We’re only a few days in 2015 and there’s already been so much upheaval. So many changes. Jim Sterling decided to leave the The Escapist and go independent. Shane Satterfield, Marcus Beer, and others are kicking off Siftd.com. Patrick Klepek left Giant Bomb for a position at Kotaku, collecting two of the industry’s best investigative journalists in one area.
Today saw the announcement that Greg Miller, Colin Moriarty, Nick Scarpino, and Tim Gettys quit IGN to focus on Kinda Funny Videos full-time. Max Scoville in turn joined IGN as their new video guy. Russ Pitts also revealed his new production company, Flying Saucer Media, putting him in the same area as former Rev3 producer Adam Sessler.
These are all good people doing good work. The ones I’ve met in person have been nice folks. I like the things they’ve done before. I’m glad they have the chance to pursue creative work they love and still get paid for it.
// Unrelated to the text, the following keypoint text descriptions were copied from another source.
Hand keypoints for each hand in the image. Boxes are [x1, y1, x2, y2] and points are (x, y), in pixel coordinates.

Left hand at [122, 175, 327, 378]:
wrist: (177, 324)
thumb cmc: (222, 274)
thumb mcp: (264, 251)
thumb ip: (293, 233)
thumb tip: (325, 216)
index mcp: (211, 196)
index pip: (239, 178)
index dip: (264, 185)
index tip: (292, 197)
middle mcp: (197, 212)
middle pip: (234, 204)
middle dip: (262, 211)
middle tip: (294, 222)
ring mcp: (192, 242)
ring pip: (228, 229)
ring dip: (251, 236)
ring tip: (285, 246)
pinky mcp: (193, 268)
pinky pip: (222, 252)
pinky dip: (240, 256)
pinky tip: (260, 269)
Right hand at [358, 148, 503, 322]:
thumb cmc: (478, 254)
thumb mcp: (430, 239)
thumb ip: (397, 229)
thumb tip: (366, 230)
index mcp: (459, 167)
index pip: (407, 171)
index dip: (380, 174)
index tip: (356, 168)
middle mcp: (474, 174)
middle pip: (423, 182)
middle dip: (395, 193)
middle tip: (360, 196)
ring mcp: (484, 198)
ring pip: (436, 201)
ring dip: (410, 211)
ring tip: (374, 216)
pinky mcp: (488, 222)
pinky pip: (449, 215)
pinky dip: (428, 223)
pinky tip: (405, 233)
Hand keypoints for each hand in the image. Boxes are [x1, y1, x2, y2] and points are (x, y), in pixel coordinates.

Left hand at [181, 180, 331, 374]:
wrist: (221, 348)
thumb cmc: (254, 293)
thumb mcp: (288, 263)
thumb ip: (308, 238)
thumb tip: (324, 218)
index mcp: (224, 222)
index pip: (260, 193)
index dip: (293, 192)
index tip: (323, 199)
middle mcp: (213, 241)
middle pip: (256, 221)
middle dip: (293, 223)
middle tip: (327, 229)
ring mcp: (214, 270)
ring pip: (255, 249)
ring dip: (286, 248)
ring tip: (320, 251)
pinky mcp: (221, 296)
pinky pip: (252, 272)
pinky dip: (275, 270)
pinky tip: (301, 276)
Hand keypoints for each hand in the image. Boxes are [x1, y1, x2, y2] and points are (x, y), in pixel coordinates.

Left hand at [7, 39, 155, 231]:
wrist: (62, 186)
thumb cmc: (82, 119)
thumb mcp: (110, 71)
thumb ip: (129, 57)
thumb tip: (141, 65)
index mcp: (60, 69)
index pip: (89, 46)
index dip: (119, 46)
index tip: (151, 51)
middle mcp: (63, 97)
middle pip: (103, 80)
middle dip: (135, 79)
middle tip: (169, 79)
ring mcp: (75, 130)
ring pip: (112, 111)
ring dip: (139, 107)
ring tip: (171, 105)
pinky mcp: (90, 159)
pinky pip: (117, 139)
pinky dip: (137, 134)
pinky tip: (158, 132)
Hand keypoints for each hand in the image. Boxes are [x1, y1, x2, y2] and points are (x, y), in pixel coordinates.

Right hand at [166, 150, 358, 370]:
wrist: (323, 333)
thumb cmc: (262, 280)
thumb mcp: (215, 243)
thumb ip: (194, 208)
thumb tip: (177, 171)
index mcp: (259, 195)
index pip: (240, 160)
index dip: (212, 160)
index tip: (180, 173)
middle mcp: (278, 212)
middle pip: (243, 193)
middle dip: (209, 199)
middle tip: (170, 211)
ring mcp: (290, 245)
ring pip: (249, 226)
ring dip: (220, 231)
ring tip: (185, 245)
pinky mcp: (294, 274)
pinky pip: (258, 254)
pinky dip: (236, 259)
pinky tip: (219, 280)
It feels a bit like musical chairs.
So, let’s talk journalism and objectivity. In relation to all the stuff happening around #GamerGate, there’s been an ongoing focus on objectivity in relation to reviews, previews, and general news within our industry. There have been calls to return to objective journalism all around, to which some journalists have simply stated that pure objectivity doesn’t exist.
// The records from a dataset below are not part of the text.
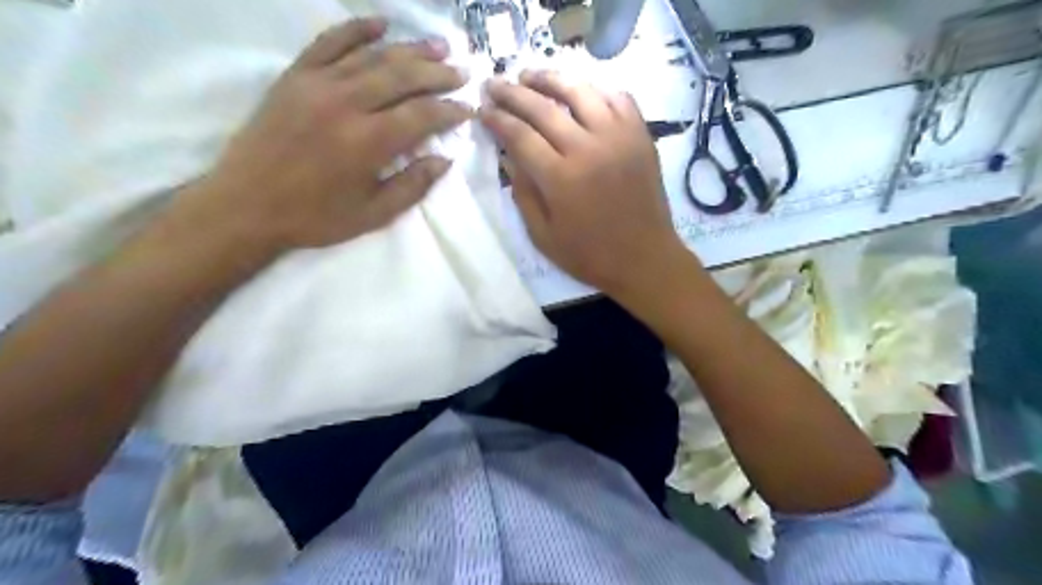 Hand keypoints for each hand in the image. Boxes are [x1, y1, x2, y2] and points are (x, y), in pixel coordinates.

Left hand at [179, 19, 471, 250]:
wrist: (246, 205)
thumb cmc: (315, 216)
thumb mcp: (373, 214)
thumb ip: (413, 186)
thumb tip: (444, 160)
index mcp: (369, 142)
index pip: (422, 115)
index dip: (449, 111)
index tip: (467, 109)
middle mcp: (347, 104)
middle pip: (403, 78)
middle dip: (438, 74)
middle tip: (462, 72)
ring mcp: (318, 84)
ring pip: (373, 56)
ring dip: (410, 49)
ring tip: (438, 46)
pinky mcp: (295, 76)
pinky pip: (329, 42)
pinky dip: (356, 29)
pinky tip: (381, 23)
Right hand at [480, 71, 690, 300]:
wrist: (645, 259)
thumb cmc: (590, 255)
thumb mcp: (543, 236)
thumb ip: (523, 193)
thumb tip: (508, 156)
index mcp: (560, 178)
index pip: (520, 135)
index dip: (497, 119)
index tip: (482, 110)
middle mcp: (588, 148)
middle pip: (543, 107)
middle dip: (513, 92)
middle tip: (495, 84)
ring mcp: (619, 137)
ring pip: (580, 92)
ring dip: (550, 79)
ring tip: (530, 76)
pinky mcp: (641, 136)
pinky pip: (618, 98)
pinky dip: (595, 90)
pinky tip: (580, 93) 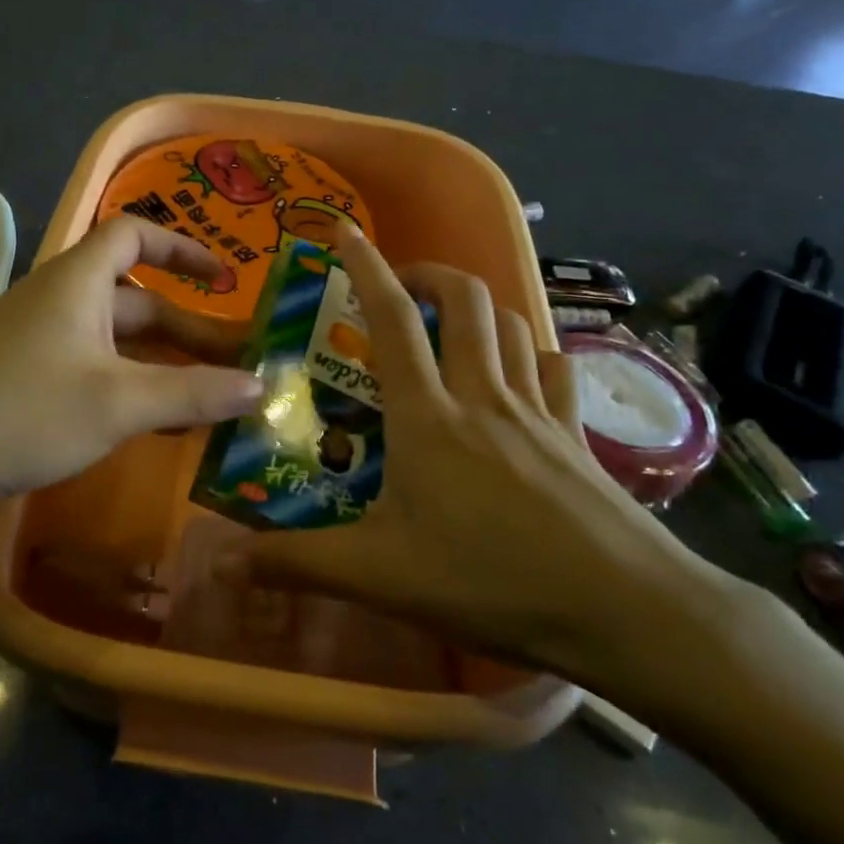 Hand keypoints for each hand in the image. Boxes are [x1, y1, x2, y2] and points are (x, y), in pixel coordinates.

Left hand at [0, 218, 259, 523]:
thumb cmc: (18, 412)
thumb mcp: (117, 403)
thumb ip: (191, 393)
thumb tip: (261, 385)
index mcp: (79, 281)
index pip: (135, 234)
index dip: (183, 250)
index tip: (226, 281)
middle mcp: (60, 300)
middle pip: (136, 299)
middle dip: (190, 328)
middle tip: (240, 362)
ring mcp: (39, 341)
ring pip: (116, 342)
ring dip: (163, 364)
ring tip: (212, 399)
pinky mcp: (24, 378)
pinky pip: (93, 370)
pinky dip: (130, 387)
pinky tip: (156, 425)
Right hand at [217, 223, 729, 693]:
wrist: (623, 611)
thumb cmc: (490, 583)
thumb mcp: (380, 577)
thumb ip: (298, 564)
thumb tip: (220, 563)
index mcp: (427, 416)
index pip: (392, 321)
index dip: (367, 268)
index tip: (346, 232)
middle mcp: (482, 395)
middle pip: (465, 300)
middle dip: (430, 273)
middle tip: (400, 287)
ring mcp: (537, 411)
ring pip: (512, 324)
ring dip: (479, 307)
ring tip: (451, 323)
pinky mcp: (576, 435)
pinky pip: (556, 369)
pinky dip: (534, 354)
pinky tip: (522, 374) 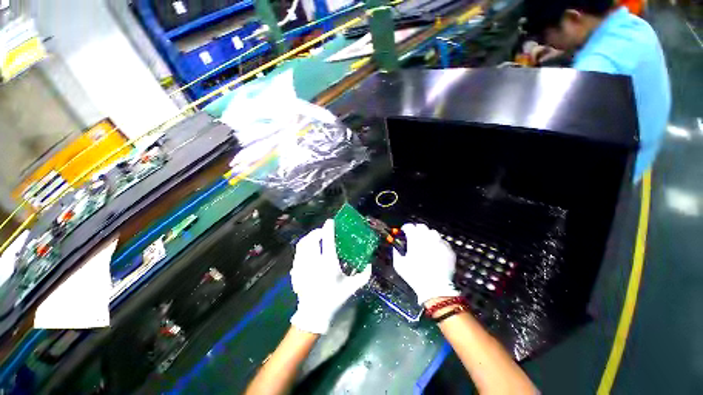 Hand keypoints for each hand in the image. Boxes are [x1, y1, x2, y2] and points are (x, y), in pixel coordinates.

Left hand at [290, 219, 370, 333]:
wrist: (314, 314)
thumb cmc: (334, 299)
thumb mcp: (351, 287)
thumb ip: (364, 275)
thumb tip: (370, 264)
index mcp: (329, 265)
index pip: (328, 241)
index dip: (329, 229)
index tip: (330, 221)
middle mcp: (314, 262)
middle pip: (312, 239)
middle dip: (317, 231)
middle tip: (323, 231)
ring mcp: (303, 266)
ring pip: (302, 245)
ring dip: (309, 237)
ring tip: (316, 237)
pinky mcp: (296, 270)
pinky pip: (298, 253)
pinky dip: (303, 247)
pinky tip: (308, 249)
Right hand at [393, 223, 458, 304]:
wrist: (435, 288)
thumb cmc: (415, 276)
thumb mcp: (399, 265)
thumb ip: (395, 252)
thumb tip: (395, 247)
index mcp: (415, 239)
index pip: (409, 226)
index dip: (405, 228)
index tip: (404, 233)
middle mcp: (428, 237)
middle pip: (421, 226)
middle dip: (417, 230)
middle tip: (414, 238)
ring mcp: (440, 242)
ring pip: (433, 232)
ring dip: (428, 236)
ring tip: (426, 244)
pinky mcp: (449, 249)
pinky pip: (442, 242)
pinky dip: (437, 244)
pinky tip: (435, 252) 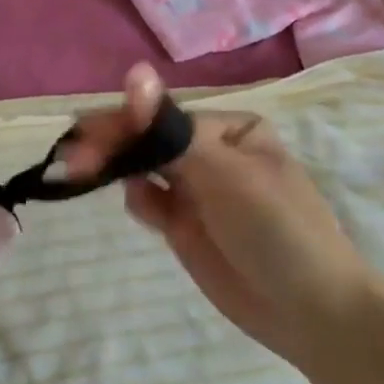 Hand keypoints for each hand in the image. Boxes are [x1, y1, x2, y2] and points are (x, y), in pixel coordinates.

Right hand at [57, 65, 378, 370]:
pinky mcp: (185, 226)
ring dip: (116, 169)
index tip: (83, 134)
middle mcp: (210, 153)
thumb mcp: (224, 172)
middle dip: (111, 146)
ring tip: (80, 173)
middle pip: (148, 141)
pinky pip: (150, 201)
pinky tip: (144, 210)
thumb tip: (135, 71)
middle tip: (70, 159)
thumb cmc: (276, 228)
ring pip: (144, 169)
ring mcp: (197, 191)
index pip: (163, 118)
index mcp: (229, 128)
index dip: (123, 124)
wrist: (313, 313)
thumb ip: (170, 130)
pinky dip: (139, 200) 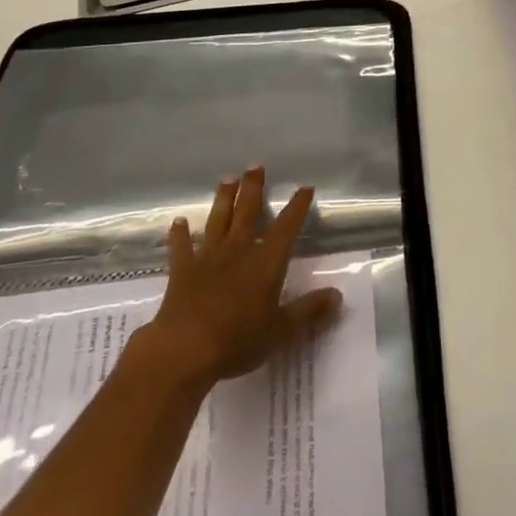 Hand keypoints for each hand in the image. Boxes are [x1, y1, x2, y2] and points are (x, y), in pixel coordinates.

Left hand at [147, 167, 342, 384]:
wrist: (184, 349)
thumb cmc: (238, 339)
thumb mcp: (281, 330)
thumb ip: (309, 311)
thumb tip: (338, 295)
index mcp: (266, 261)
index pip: (286, 226)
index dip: (297, 206)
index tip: (304, 187)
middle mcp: (238, 250)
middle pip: (247, 212)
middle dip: (253, 188)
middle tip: (255, 165)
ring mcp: (208, 258)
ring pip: (218, 220)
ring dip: (223, 199)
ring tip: (226, 179)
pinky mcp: (182, 271)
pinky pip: (181, 247)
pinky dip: (180, 234)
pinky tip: (178, 222)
Objectivity and subjectivity exist on two completely different sides: one is concerned with “just the facts” while the other illuminates a specific point of view. There have long been discussions in journalism – beyond straight news reports, polls, and scores – as to the true nature of objectivity. Most of these arguments came to a head in the 60s and 70s, with the rise of journalists like Tom Wolfe, Truman Capote, Hunter S. Thompson, and Joan Didion. You’ve probably heard of them before. Wolfe called for something called new journalism, while Thompson took it one step further with gonzo journalism.
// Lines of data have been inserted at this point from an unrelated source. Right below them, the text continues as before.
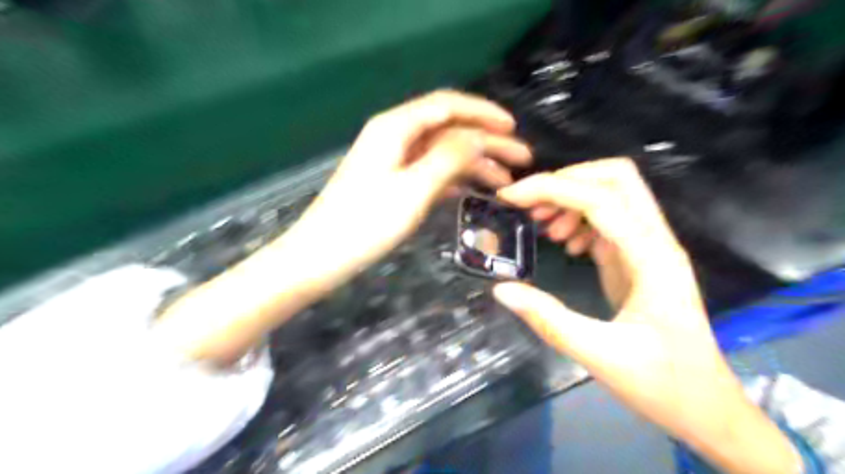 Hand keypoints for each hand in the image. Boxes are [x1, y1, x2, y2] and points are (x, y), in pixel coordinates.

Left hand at [155, 91, 524, 366]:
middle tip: (520, 159)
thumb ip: (448, 158)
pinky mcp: (392, 184)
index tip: (513, 127)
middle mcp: (394, 137)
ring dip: (473, 164)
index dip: (483, 113)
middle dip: (486, 142)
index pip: (447, 106)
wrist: (319, 257)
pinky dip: (454, 180)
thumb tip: (478, 138)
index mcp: (395, 128)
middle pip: (448, 130)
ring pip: (442, 154)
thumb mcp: (412, 189)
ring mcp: (392, 162)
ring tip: (504, 182)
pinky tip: (473, 193)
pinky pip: (430, 173)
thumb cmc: (364, 224)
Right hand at [492, 159, 800, 473]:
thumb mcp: (598, 354)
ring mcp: (649, 247)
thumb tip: (501, 289)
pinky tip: (564, 244)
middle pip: (615, 178)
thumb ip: (547, 319)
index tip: (509, 198)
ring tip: (542, 227)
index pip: (600, 198)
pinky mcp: (639, 258)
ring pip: (612, 193)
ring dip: (571, 199)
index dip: (551, 188)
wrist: (705, 407)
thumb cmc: (661, 383)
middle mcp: (655, 240)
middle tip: (529, 206)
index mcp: (651, 257)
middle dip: (565, 181)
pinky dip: (579, 219)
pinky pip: (608, 220) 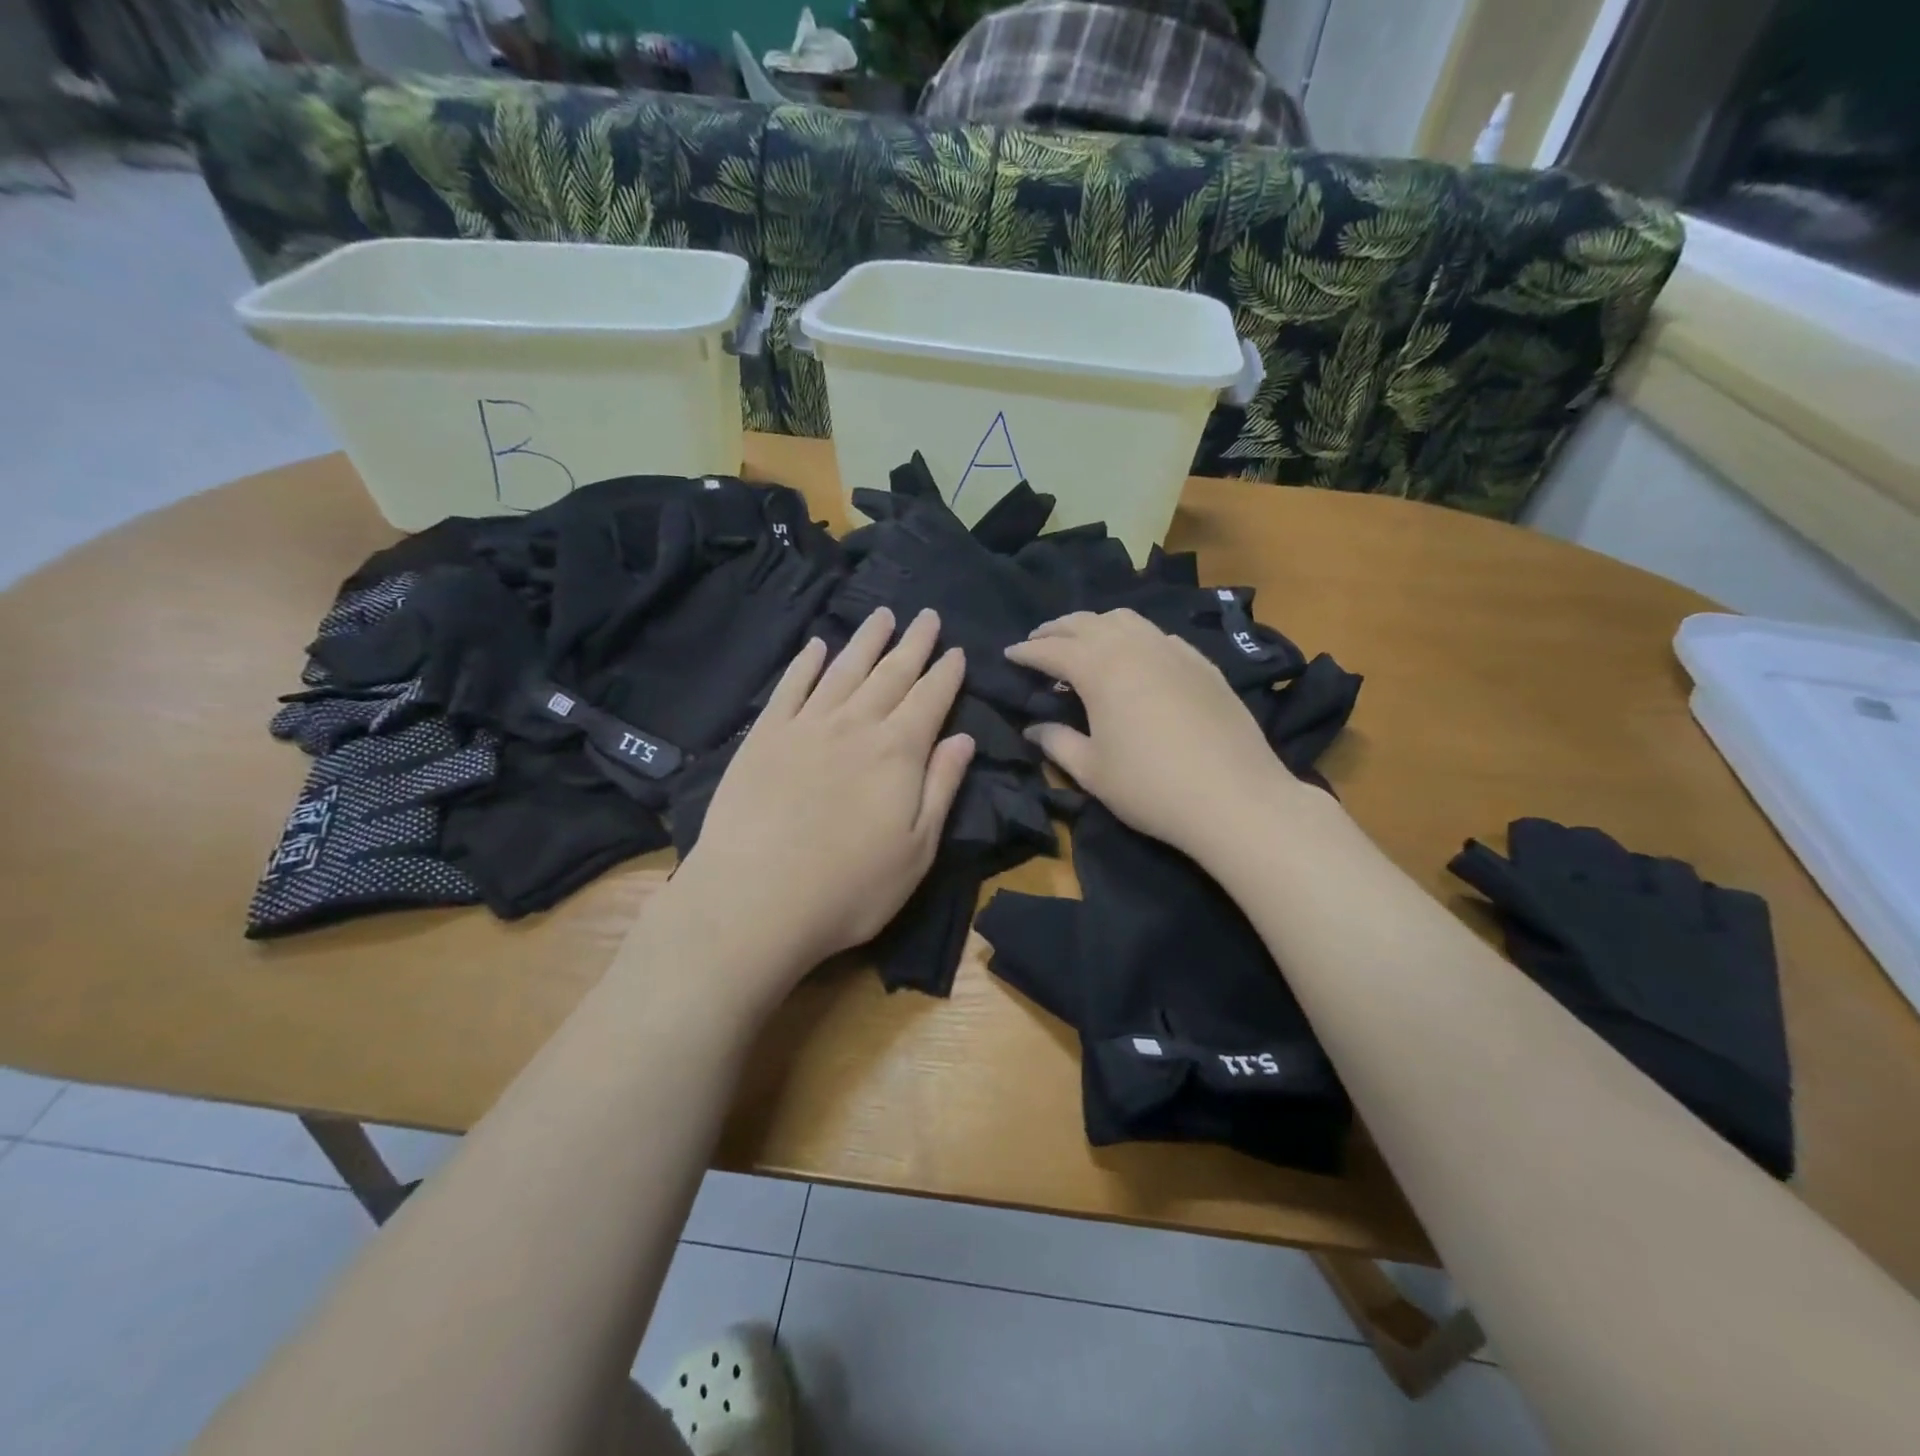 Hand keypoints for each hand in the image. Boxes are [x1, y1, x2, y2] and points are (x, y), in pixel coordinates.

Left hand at [667, 606, 974, 984]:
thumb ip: (941, 788)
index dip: (946, 674)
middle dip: (913, 644)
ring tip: (882, 615)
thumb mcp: (917, 849)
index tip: (956, 650)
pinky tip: (815, 646)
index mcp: (898, 752)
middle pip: (891, 674)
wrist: (755, 900)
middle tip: (927, 615)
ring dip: (866, 640)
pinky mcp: (764, 736)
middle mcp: (855, 726)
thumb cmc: (850, 887)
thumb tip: (963, 739)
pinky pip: (790, 687)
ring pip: (844, 670)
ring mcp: (806, 726)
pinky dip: (805, 663)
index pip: (931, 699)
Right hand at [1004, 610, 1307, 857]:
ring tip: (1083, 644)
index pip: (1053, 649)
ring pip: (1125, 620)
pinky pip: (1158, 635)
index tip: (1009, 655)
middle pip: (1086, 622)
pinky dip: (1134, 637)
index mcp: (1100, 669)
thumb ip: (1057, 742)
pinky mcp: (1202, 663)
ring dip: (1095, 625)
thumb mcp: (1092, 771)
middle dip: (1057, 629)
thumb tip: (1033, 727)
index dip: (1027, 651)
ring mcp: (1173, 651)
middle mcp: (1134, 646)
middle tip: (1039, 642)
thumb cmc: (1150, 787)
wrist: (1234, 797)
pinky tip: (1135, 658)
“So much for Objective Journalism,” wrote Thompson in Fear and Loathing: On the Campaign Trail ’72. “Don’t bother to look for it here — not under any byline of mine; or anyone else I can think of. With the possible exception of things like box scores, race results, and stock market tabulations, there is no such thing as Objective Journalism. The phrase itself is a pompous contradiction in terms.”
In mid-October, the Games Media Awards event happened in the UK. During the event, certain journalists tweeted a game-related hashtag in order to win a PlayStation 3. Looked bad. This was brought up on Twitter, some journalists defended those actions as no big thing, things got worse. (It continued on from there, but that’s immaterial to this discussion)
This controversy stemmed from a lack of trust. Trust is a hard thing to cultivate, but it’s easy to lose. Even the perception of wrong-doing can lead to a loss in trust, meaning perception is everything. So, everything you do matters.